Ghost Town Chronicles Meltdown of Botswana’s Metals Industry – by Mbongeni Mguni and Michael Cohen (Bloomberg News – December 12, 2016)

https://www.bloomberg.com/

The streets of Selebi Phikwe in northeastern Botswana no longer teem with trucks, and once-busy shop assistants and bank tellers wait for the rare customer.

Since state-owned mining company BCL Ltd. closed its loss-making copper and nickel operation that was the economic lifeblood of the area two months ago, the settlement of 50,000 has become a virtual ghost town.

The government says it can’t afford the 8 billion pula ($752 million) needed to recapitalize the mine. Instead, it’s asked former central bank Governor Linah Mohohlo to oversee a plan to rescue the region. “There is despair, anguish and sorrow,” said Dithapelo Keorapetse, one of the town’s two members of Parliament. “The future for many is uncertain. For some there is no future.”

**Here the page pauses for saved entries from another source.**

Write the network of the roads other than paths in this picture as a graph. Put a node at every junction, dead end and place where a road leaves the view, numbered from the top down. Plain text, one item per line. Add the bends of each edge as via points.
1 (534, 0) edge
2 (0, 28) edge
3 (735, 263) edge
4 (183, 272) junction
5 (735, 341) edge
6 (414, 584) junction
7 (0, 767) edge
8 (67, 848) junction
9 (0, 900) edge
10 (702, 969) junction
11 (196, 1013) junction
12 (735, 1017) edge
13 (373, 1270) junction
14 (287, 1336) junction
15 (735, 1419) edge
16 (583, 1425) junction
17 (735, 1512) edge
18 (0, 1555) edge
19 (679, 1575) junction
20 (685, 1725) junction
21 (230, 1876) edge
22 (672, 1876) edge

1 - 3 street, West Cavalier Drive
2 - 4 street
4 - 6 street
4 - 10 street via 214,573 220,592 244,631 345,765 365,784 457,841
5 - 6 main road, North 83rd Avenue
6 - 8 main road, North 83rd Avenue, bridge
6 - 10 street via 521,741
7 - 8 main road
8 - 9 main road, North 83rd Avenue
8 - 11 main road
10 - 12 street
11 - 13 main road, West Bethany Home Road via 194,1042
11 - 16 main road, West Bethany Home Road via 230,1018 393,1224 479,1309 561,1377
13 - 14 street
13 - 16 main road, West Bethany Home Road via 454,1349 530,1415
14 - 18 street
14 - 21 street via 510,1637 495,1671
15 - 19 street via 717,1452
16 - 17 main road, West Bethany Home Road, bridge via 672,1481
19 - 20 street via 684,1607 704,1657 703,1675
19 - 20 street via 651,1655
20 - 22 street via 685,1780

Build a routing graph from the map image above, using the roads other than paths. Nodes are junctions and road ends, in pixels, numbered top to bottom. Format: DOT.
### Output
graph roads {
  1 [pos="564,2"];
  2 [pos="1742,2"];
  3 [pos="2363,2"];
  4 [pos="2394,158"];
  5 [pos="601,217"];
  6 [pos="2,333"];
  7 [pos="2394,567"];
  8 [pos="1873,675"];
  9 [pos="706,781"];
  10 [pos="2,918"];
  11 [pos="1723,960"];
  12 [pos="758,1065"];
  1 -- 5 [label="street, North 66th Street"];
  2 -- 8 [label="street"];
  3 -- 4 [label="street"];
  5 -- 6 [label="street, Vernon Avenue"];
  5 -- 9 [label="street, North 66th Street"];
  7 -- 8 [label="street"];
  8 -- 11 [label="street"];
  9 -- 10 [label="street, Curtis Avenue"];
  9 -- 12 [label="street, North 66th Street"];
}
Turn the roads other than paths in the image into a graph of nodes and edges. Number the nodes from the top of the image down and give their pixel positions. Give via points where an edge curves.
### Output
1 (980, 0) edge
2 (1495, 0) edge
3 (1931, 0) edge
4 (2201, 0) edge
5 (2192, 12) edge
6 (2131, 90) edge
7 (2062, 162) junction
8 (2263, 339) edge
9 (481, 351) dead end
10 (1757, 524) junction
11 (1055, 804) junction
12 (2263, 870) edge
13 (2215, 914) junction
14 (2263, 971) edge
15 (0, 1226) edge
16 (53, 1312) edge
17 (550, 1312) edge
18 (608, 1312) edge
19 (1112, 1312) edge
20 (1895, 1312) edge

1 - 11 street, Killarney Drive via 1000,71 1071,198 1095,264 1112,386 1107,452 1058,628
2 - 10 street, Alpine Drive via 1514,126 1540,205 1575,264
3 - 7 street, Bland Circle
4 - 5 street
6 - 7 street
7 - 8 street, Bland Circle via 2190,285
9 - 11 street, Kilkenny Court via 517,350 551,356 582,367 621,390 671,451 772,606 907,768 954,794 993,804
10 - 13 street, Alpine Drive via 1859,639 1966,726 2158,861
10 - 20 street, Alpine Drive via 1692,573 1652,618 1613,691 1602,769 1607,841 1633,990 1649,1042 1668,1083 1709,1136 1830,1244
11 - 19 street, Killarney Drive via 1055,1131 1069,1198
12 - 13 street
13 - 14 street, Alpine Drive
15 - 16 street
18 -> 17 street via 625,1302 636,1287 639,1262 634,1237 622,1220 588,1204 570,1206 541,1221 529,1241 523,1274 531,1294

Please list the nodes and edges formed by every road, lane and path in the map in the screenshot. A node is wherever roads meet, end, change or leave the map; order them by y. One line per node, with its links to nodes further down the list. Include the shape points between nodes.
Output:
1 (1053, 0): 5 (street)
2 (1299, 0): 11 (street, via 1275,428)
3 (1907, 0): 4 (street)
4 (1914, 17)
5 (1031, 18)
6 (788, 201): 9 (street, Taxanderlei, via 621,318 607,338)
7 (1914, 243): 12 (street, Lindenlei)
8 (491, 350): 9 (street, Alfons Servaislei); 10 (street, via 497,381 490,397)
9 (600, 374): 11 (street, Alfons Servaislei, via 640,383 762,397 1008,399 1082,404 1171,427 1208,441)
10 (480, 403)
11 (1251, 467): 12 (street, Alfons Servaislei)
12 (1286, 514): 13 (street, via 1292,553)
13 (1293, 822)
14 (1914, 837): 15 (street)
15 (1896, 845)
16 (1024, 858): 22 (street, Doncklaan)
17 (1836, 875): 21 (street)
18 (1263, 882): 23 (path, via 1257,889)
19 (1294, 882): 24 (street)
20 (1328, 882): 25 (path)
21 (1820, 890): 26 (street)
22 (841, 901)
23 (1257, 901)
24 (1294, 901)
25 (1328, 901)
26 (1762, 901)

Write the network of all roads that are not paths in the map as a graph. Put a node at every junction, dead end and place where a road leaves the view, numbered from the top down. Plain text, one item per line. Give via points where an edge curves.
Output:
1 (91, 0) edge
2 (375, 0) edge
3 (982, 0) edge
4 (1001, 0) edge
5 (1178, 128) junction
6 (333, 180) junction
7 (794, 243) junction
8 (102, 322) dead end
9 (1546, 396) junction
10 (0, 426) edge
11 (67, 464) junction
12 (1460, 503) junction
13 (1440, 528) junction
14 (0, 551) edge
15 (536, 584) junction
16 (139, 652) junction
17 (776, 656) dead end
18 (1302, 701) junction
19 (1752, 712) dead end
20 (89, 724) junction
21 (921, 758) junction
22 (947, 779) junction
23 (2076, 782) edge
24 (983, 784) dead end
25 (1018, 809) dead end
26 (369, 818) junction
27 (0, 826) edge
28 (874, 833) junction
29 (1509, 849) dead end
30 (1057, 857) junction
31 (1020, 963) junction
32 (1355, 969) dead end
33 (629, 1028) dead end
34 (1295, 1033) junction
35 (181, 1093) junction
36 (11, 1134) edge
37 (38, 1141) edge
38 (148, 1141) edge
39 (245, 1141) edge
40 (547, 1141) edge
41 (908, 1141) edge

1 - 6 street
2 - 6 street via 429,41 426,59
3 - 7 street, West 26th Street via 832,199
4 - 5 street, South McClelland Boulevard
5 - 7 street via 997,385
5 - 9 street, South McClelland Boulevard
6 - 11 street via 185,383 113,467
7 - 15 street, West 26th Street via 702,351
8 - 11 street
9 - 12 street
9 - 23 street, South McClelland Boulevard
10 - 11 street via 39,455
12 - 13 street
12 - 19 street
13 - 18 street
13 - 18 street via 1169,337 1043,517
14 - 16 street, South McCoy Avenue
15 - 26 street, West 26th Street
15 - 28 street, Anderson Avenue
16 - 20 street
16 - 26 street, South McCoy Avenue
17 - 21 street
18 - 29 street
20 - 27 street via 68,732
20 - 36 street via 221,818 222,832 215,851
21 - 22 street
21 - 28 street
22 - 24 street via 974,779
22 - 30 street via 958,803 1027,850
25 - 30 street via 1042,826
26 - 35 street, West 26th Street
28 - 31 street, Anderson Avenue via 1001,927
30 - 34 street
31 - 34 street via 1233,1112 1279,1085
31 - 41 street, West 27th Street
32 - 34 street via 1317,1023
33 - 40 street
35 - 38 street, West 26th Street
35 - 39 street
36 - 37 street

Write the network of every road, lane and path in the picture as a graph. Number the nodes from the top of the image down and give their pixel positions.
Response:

The mine closure is symbolic of the malaise among Botswana’s metal producers that bore the brunt of the commodity price rout. The copper and nickel industries have been decimated as a result of the BCL shutdown and the earlier closure of shafts owned by Discovery Metals Ltd., African Copper Plc and Tati Nickel Mining Co. Together they accounted for about 4.5 percent of the southern African nation’s exports in the first half of the year.

Botswana’s savior has been its diamond industry, the backbone of the economy since the first deposits were discovered in 1967. The gems are expected to generate 27 percent more revenue this year than in 2015, thanks to a rebound in prices and global demand, President Ian Khama told lawmakers in Gaborone, the capital, on Dec. 5.